> **EXERCISE PROMPT**
In the listing below, locate the lines that hold the string "down". Copy those lines.

--- INFORMATION ---

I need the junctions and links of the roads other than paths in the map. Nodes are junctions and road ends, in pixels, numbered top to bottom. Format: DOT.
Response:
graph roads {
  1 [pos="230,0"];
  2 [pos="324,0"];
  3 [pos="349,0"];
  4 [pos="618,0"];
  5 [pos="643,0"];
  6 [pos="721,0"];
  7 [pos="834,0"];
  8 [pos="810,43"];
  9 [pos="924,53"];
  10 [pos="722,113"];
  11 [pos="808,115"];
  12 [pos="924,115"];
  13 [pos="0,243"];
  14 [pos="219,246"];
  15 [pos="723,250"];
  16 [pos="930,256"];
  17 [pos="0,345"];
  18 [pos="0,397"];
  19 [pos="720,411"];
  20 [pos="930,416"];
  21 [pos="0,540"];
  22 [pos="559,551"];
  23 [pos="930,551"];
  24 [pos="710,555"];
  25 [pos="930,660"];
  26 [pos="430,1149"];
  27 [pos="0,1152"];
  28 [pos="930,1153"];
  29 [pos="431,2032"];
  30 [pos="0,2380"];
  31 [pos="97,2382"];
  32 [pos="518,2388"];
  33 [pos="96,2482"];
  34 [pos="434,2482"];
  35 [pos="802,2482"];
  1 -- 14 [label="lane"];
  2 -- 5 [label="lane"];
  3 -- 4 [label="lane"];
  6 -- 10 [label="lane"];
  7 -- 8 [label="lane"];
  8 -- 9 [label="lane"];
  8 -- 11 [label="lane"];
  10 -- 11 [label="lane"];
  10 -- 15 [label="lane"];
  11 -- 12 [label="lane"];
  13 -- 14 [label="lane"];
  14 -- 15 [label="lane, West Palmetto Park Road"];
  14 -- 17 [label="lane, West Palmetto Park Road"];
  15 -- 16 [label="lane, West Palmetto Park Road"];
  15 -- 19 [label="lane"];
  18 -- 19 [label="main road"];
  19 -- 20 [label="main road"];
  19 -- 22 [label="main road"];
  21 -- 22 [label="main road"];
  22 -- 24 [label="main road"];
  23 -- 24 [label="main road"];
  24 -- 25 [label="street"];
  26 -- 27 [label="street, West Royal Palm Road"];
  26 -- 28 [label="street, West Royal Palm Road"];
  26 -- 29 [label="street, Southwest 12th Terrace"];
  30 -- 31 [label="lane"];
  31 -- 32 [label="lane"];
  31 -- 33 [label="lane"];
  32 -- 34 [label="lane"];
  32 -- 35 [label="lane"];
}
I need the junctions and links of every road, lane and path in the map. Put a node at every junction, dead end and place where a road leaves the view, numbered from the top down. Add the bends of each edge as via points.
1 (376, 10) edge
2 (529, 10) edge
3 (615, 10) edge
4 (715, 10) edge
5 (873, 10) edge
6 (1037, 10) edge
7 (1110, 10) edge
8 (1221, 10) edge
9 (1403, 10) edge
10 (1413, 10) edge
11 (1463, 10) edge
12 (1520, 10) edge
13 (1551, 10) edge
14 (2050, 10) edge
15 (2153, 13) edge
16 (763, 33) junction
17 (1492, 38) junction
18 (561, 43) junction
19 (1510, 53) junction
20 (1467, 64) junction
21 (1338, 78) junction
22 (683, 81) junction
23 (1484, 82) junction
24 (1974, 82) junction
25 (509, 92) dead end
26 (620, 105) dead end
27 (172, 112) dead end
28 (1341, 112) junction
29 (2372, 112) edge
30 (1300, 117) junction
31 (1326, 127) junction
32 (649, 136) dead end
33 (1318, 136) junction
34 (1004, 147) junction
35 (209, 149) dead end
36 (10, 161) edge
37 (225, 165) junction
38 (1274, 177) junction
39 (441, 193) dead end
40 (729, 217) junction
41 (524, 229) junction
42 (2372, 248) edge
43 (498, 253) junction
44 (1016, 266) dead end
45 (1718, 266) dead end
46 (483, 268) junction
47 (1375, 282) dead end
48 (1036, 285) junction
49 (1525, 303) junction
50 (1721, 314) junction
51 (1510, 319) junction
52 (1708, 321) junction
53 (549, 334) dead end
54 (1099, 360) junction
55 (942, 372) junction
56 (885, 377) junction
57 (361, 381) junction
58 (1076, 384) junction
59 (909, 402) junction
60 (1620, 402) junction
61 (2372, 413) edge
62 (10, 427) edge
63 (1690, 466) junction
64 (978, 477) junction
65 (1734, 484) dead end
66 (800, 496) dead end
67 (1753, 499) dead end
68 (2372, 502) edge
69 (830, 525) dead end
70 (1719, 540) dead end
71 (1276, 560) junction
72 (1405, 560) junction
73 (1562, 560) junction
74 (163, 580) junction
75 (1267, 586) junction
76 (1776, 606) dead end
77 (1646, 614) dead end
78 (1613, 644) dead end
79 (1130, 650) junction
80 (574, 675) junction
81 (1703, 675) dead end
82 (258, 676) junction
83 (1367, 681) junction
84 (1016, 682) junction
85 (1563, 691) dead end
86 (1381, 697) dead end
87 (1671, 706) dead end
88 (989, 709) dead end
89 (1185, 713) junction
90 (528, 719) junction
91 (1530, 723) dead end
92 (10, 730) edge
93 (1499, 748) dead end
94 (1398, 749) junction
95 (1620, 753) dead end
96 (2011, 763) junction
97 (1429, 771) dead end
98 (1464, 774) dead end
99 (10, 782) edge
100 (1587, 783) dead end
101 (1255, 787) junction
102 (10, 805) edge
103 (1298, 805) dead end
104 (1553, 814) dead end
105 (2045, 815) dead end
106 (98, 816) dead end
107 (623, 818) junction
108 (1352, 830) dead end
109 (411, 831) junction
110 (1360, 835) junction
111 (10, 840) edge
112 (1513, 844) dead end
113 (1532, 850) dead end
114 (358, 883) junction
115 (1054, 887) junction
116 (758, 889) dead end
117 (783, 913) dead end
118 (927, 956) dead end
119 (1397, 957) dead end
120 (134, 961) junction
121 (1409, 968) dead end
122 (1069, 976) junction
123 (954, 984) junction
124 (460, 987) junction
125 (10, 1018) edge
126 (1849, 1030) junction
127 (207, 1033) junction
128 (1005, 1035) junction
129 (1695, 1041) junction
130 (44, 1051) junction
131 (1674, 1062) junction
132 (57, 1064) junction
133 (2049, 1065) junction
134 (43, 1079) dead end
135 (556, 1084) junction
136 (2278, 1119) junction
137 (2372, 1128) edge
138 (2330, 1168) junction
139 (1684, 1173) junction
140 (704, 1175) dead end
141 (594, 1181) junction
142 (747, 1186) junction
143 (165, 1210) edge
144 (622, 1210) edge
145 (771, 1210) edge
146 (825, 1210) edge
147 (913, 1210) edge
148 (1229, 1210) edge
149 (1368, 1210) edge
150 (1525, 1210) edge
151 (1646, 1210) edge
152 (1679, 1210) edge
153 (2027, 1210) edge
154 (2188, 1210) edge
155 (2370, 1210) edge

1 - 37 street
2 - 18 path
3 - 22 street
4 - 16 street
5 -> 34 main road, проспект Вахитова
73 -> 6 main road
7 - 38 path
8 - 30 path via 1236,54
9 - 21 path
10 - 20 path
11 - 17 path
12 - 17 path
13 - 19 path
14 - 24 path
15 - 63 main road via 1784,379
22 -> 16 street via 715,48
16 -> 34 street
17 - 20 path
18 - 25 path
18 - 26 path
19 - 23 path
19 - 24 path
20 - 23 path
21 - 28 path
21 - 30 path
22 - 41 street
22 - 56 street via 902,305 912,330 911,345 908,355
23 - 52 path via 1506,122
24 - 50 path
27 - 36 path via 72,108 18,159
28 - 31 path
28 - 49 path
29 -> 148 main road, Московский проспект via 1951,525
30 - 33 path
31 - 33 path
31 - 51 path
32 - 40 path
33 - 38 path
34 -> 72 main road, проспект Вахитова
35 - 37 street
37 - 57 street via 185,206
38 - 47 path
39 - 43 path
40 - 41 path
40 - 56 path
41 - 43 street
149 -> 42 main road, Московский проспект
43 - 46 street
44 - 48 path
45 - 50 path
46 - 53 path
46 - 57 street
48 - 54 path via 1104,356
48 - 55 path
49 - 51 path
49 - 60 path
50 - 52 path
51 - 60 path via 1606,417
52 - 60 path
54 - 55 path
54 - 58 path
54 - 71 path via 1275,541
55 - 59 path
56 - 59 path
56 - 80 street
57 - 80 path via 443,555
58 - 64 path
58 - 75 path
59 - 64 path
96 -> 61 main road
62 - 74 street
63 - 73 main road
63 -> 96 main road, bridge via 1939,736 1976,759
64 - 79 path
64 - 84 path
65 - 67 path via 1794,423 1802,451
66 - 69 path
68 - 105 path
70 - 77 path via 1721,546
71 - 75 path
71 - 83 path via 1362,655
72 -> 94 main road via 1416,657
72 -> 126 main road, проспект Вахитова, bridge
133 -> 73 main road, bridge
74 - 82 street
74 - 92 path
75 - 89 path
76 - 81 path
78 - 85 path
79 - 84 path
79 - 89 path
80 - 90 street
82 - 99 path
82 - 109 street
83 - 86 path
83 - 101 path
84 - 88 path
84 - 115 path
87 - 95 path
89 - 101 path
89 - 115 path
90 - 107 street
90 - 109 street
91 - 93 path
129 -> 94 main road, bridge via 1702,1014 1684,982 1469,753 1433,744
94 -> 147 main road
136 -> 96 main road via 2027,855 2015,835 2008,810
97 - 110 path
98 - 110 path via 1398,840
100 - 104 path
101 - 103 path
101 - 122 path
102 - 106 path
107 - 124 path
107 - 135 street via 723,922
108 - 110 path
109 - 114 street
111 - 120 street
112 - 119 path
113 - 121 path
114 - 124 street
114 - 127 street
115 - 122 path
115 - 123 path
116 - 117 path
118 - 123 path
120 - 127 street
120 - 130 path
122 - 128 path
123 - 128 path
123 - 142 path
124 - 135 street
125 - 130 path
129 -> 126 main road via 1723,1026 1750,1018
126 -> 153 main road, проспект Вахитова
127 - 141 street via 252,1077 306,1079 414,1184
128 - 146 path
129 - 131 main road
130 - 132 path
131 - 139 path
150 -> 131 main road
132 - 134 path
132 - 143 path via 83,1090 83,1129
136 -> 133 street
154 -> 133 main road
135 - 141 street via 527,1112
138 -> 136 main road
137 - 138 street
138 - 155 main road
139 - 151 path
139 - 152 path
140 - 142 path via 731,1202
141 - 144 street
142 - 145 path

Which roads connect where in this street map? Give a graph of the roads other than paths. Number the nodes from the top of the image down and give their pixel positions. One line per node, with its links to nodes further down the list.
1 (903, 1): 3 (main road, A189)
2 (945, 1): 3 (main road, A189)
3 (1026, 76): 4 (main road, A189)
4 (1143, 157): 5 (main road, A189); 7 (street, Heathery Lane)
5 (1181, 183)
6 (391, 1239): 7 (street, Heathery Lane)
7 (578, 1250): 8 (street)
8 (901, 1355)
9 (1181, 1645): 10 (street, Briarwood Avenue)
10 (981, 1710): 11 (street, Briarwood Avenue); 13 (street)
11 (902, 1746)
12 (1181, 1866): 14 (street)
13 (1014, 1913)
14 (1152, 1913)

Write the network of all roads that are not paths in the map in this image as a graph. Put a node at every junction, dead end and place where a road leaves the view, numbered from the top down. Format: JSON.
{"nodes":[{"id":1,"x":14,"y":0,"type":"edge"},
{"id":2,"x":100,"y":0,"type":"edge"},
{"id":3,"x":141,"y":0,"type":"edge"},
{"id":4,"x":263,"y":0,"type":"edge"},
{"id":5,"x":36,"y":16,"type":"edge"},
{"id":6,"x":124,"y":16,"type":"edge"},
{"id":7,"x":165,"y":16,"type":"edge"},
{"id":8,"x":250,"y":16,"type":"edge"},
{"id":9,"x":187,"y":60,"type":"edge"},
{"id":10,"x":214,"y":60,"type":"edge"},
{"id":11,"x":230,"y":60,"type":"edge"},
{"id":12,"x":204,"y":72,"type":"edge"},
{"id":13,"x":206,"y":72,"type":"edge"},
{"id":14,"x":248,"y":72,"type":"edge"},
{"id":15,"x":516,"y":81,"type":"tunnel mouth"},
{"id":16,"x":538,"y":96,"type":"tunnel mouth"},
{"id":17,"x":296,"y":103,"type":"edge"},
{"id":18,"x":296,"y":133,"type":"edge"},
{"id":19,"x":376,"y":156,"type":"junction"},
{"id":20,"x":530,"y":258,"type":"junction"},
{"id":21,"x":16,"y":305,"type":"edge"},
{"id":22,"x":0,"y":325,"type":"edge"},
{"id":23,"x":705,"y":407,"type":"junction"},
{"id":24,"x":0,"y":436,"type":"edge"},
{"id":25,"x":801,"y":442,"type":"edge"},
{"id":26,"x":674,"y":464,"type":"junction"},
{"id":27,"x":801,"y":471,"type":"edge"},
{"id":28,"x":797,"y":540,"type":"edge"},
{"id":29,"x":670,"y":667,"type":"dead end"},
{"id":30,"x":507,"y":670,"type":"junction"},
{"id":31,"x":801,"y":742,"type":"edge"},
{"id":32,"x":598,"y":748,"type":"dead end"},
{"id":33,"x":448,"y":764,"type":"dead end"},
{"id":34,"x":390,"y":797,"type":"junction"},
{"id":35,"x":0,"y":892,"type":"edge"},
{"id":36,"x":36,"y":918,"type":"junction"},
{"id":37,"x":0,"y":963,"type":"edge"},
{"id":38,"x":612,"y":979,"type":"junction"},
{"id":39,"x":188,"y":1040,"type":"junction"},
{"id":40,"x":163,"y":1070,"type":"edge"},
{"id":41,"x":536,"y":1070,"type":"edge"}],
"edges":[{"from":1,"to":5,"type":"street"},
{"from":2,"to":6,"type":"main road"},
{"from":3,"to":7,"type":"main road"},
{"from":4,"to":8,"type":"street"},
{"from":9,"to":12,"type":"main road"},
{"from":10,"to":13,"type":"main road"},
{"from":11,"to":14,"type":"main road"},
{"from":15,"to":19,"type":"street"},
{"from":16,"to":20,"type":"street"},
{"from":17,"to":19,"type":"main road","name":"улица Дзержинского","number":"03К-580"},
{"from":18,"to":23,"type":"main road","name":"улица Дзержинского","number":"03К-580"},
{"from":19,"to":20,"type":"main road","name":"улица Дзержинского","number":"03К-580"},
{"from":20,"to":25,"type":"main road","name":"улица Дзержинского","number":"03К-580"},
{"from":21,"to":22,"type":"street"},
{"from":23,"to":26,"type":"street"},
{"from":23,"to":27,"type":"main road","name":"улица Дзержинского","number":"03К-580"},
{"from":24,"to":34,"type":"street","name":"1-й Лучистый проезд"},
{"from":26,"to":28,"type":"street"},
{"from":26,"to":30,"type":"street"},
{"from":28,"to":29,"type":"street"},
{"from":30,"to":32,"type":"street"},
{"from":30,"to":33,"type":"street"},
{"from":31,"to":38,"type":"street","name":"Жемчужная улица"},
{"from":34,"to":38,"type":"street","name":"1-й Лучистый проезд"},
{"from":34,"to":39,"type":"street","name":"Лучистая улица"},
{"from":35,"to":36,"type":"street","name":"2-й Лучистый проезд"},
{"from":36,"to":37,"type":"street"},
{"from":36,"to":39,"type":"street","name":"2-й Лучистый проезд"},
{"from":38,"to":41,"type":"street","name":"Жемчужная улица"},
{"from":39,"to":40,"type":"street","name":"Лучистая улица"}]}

---

> **TASK ANSWER**
I need the junctions and links of every road, lane and path in the map. Put a node at every junction, dead end and place where a road leaves the view, numbered from the top down. Add the bends of each edge as via points.
Which roads connect where in this street map? Give a graph of the roads other than paths. Number the nodes from the top of the image down and give their pixel positions. One line per node, with its links to nodes further down the list.
Write the network of all roads that are not paths in the map in this image as a graph. Put a node at every junction, dead end and place where a road leaves the view, numbered from the top down. Format: JSON.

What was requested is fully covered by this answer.